DATA SHOWN:
=== Begin Enclosure ===
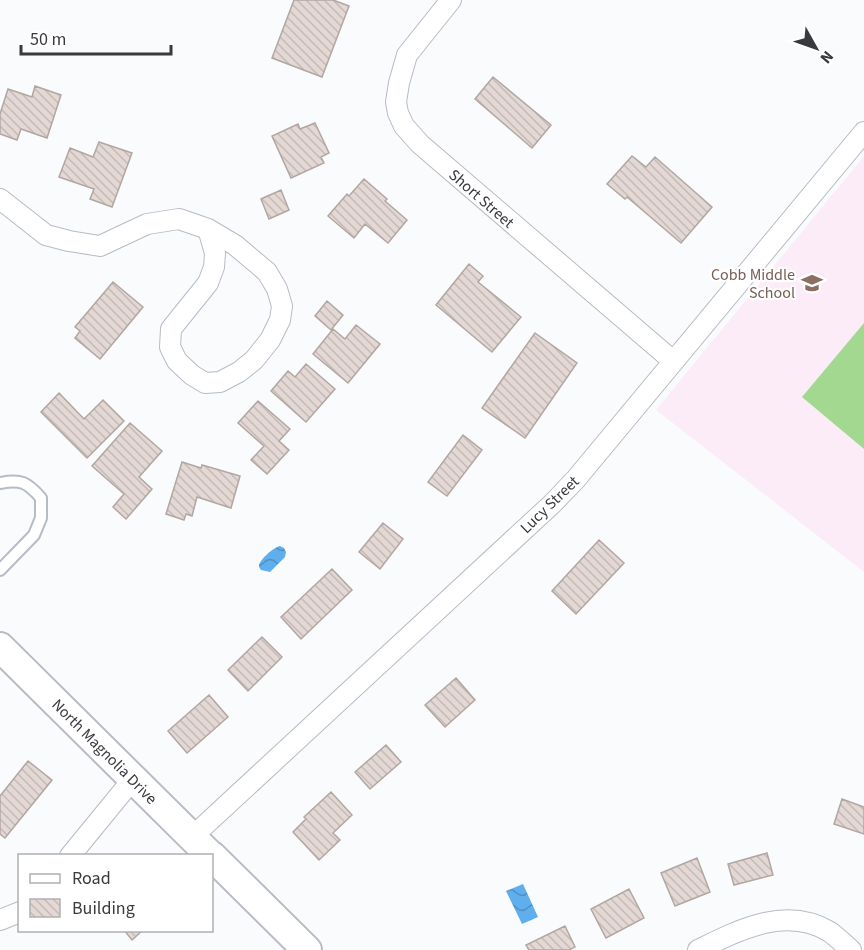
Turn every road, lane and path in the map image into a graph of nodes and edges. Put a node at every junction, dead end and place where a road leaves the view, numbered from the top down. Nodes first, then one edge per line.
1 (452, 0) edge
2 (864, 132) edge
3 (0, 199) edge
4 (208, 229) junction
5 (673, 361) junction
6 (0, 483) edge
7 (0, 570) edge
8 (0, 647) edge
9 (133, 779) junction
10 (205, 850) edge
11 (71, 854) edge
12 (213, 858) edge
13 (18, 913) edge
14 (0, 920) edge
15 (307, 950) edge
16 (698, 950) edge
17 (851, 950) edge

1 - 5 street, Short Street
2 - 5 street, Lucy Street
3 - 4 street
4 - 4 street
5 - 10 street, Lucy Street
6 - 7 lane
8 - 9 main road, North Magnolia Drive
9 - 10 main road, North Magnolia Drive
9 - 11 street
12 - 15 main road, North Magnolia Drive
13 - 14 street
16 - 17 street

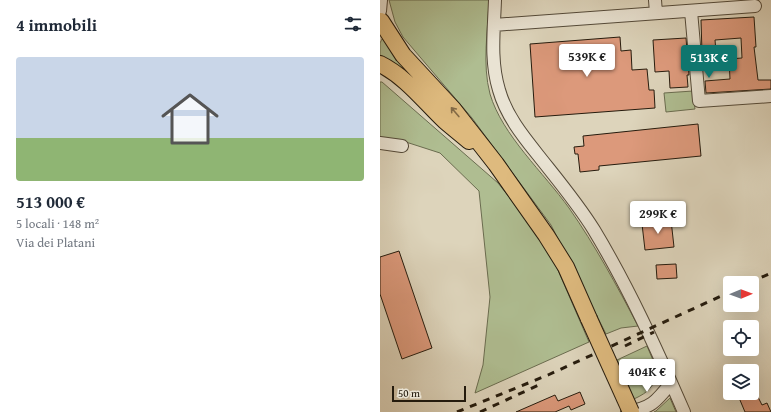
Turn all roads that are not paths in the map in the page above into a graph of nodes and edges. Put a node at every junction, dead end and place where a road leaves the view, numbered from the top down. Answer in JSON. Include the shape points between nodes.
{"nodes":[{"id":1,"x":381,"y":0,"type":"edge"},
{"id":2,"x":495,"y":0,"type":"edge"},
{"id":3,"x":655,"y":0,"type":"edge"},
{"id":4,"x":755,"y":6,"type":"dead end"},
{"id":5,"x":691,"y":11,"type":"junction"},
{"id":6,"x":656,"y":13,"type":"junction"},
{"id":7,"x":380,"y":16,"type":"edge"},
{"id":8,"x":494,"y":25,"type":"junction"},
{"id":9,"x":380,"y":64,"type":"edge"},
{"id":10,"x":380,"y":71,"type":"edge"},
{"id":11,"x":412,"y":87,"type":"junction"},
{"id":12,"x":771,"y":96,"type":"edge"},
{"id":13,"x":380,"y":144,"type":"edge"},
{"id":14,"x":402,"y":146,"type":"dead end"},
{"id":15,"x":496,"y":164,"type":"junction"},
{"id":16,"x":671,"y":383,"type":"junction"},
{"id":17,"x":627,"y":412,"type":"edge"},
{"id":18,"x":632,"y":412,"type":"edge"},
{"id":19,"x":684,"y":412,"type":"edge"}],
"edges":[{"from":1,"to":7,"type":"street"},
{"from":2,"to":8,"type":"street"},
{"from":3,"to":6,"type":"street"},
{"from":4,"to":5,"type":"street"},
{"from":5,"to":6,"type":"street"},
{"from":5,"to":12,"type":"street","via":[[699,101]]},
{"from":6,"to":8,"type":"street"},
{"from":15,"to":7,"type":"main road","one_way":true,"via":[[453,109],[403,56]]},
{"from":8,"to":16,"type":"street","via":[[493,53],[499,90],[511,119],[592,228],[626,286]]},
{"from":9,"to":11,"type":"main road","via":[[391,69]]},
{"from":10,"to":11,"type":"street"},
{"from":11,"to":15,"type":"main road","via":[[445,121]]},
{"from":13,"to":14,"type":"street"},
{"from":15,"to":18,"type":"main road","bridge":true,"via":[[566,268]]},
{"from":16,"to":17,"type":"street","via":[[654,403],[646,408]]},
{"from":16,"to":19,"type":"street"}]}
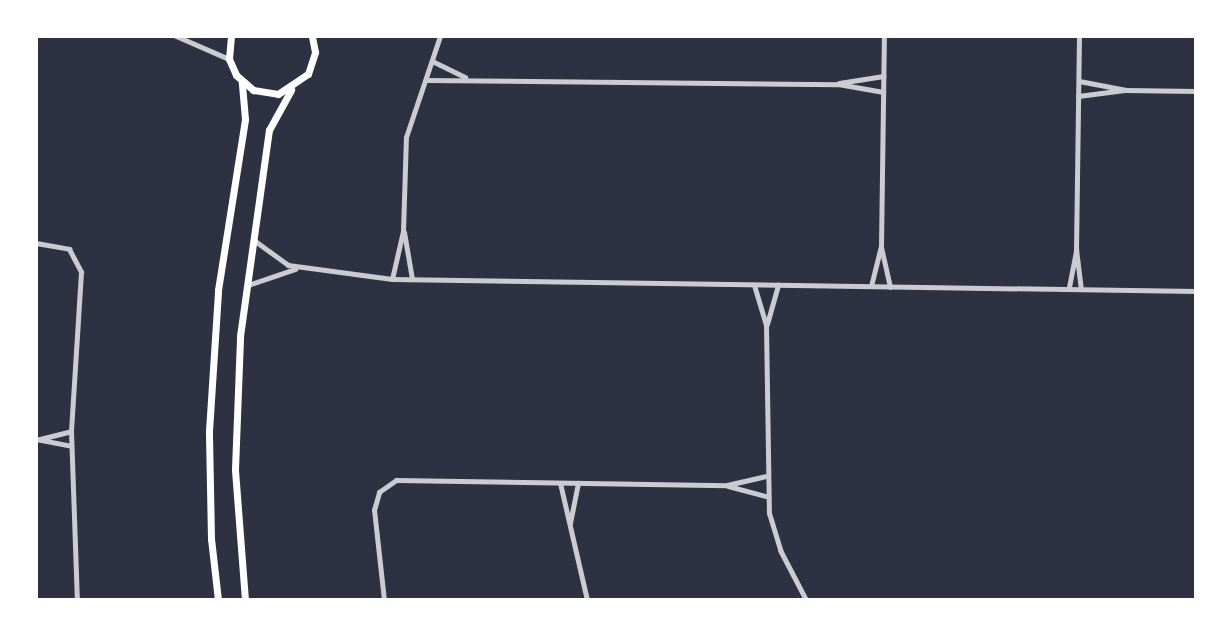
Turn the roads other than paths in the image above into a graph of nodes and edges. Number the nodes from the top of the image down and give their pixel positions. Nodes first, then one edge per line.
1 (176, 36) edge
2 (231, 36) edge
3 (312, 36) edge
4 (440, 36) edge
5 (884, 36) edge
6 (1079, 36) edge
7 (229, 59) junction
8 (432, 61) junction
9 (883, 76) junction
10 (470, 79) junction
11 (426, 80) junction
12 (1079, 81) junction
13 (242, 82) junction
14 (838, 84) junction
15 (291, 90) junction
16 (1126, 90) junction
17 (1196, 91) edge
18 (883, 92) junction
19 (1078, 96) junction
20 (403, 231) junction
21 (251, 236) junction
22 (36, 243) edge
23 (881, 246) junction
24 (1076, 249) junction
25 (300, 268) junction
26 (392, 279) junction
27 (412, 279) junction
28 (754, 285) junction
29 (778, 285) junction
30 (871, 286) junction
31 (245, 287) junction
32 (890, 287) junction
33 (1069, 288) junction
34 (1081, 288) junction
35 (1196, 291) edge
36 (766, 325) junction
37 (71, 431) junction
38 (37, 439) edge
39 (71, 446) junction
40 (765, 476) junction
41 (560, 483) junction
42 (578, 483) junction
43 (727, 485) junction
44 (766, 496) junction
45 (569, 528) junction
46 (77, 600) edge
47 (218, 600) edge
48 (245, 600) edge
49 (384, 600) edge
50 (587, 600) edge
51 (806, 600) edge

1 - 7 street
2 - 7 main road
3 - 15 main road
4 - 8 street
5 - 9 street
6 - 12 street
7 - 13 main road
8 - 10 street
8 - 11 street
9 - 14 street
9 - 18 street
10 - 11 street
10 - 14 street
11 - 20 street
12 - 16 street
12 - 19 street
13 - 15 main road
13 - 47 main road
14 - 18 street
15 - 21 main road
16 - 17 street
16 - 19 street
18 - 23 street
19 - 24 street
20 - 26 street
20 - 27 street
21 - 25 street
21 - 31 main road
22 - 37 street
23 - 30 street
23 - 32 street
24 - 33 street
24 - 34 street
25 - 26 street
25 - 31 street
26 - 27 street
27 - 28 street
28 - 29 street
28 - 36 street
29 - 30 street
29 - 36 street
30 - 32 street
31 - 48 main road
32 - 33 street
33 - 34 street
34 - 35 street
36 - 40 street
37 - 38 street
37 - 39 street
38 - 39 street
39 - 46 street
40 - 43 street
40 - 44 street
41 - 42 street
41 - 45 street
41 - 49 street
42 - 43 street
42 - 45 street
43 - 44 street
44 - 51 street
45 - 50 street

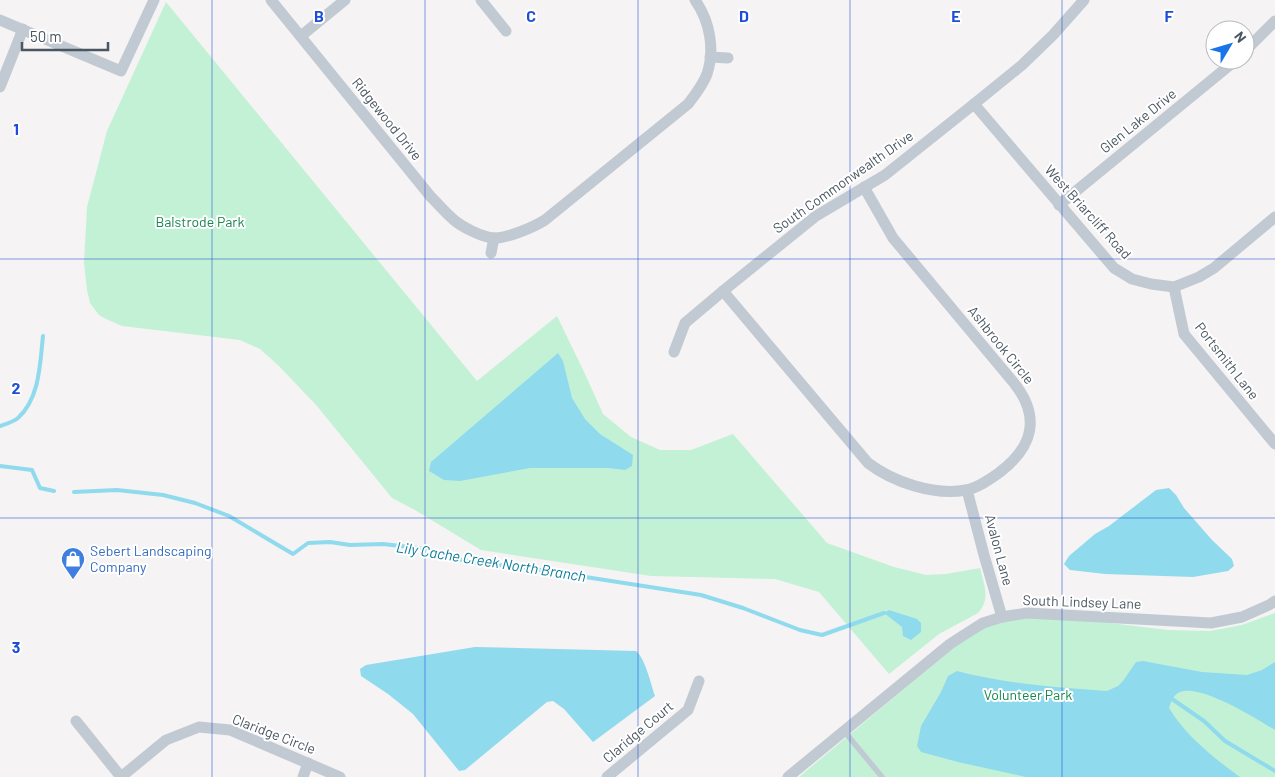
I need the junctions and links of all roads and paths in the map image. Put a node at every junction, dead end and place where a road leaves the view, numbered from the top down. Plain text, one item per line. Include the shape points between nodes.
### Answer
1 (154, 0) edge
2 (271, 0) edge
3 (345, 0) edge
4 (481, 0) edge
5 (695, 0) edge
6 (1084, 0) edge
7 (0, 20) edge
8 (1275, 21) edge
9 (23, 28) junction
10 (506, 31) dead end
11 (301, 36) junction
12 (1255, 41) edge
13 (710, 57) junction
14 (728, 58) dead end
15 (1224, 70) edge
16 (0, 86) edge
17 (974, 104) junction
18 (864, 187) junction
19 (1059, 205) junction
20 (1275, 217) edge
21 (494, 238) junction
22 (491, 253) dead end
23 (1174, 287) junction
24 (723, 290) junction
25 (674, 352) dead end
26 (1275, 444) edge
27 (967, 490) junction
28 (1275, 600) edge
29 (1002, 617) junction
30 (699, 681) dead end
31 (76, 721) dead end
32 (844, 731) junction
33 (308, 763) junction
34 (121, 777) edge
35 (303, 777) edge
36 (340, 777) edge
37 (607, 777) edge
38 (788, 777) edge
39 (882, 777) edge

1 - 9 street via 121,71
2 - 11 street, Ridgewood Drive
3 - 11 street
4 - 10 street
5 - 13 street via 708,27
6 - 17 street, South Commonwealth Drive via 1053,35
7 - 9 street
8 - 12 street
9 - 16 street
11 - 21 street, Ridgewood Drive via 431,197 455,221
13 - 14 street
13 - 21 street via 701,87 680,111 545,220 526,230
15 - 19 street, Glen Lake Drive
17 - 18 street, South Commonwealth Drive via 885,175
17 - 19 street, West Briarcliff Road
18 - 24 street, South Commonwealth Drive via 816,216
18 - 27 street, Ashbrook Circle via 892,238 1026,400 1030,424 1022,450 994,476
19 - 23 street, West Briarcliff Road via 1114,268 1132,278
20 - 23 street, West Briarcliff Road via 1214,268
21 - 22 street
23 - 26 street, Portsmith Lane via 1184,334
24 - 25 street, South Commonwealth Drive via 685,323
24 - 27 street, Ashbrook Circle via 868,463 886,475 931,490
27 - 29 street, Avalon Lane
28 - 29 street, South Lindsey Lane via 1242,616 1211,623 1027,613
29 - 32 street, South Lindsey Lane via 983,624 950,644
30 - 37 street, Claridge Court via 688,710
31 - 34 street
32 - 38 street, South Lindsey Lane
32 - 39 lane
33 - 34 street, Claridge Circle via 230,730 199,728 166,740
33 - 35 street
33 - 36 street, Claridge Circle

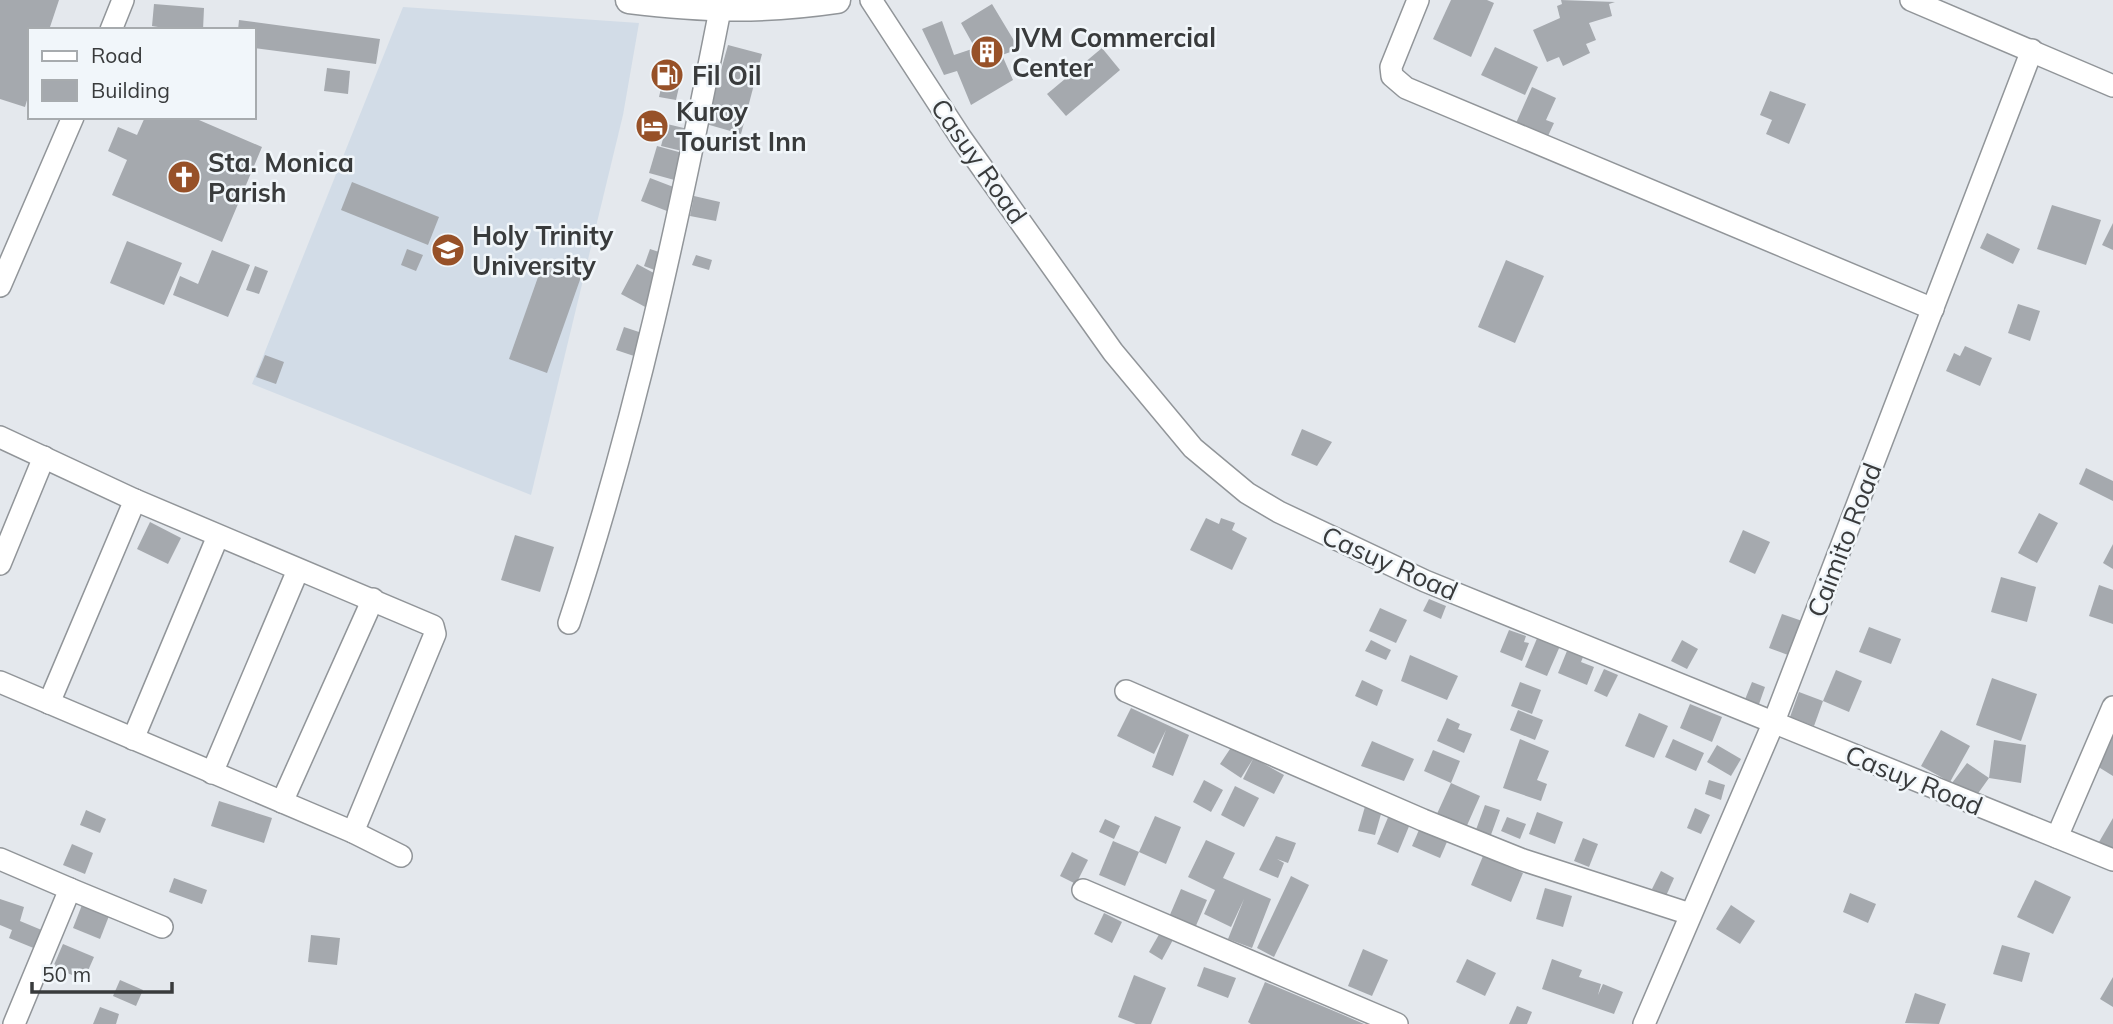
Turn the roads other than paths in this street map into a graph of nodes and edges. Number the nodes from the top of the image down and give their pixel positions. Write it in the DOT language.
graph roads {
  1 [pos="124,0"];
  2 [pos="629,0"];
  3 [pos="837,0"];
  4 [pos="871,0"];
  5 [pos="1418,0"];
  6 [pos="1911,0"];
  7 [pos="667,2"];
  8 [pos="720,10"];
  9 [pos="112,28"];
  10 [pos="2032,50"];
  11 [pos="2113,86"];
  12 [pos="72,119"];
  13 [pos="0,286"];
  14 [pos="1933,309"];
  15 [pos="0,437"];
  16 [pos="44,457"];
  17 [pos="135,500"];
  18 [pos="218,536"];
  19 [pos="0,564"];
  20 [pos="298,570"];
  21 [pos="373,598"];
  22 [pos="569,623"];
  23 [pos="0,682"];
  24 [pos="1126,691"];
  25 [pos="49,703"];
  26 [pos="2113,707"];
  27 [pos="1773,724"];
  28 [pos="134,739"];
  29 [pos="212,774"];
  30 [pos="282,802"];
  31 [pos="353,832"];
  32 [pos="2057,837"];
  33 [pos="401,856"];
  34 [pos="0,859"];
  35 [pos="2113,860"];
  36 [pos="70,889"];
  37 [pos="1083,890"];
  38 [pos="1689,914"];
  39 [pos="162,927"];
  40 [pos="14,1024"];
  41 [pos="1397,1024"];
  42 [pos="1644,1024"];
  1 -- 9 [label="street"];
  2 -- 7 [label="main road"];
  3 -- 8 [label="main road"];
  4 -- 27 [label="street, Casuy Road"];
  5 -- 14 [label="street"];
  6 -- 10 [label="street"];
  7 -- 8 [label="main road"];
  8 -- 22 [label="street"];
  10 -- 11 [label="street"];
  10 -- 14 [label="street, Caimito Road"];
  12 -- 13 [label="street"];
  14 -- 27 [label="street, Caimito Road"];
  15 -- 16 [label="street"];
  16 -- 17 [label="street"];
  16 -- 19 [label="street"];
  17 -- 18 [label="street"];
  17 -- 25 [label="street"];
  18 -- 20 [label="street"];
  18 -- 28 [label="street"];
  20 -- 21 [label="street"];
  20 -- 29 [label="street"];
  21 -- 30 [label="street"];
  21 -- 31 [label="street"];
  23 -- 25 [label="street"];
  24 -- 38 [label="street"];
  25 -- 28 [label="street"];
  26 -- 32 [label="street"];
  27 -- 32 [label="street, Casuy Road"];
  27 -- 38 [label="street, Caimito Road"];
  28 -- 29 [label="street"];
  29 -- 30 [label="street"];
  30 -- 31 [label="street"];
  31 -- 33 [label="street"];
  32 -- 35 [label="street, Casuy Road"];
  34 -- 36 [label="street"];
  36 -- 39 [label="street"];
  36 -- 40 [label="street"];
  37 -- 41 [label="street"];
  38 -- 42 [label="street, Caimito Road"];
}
=== End Enclosure ===
DESCRIPTION OF THE TASK: Filter the entries and copy out every line with the word "Turn".

EXERCISE ANSWER:
Turn every road, lane and path in the map image into a graph of nodes and edges. Put a node at every junction, dead end and place where a road leaves the view, numbered from the top down. Nodes first, then one edge per line.
Turn all roads that are not paths in the map in the page above into a graph of nodes and edges. Put a node at every junction, dead end and place where a road leaves the view, numbered from the top down. Answer in JSON. Include the shape points between nodes.
Turn the roads other than paths in the image above into a graph of nodes and edges. Number the nodes from the top of the image down and give their pixel positions. Nodes first, then one edge per line.
Turn the roads other than paths in this street map into a graph of nodes and edges. Number the nodes from the top of the image down and give their pixel positions. Write it in the DOT language.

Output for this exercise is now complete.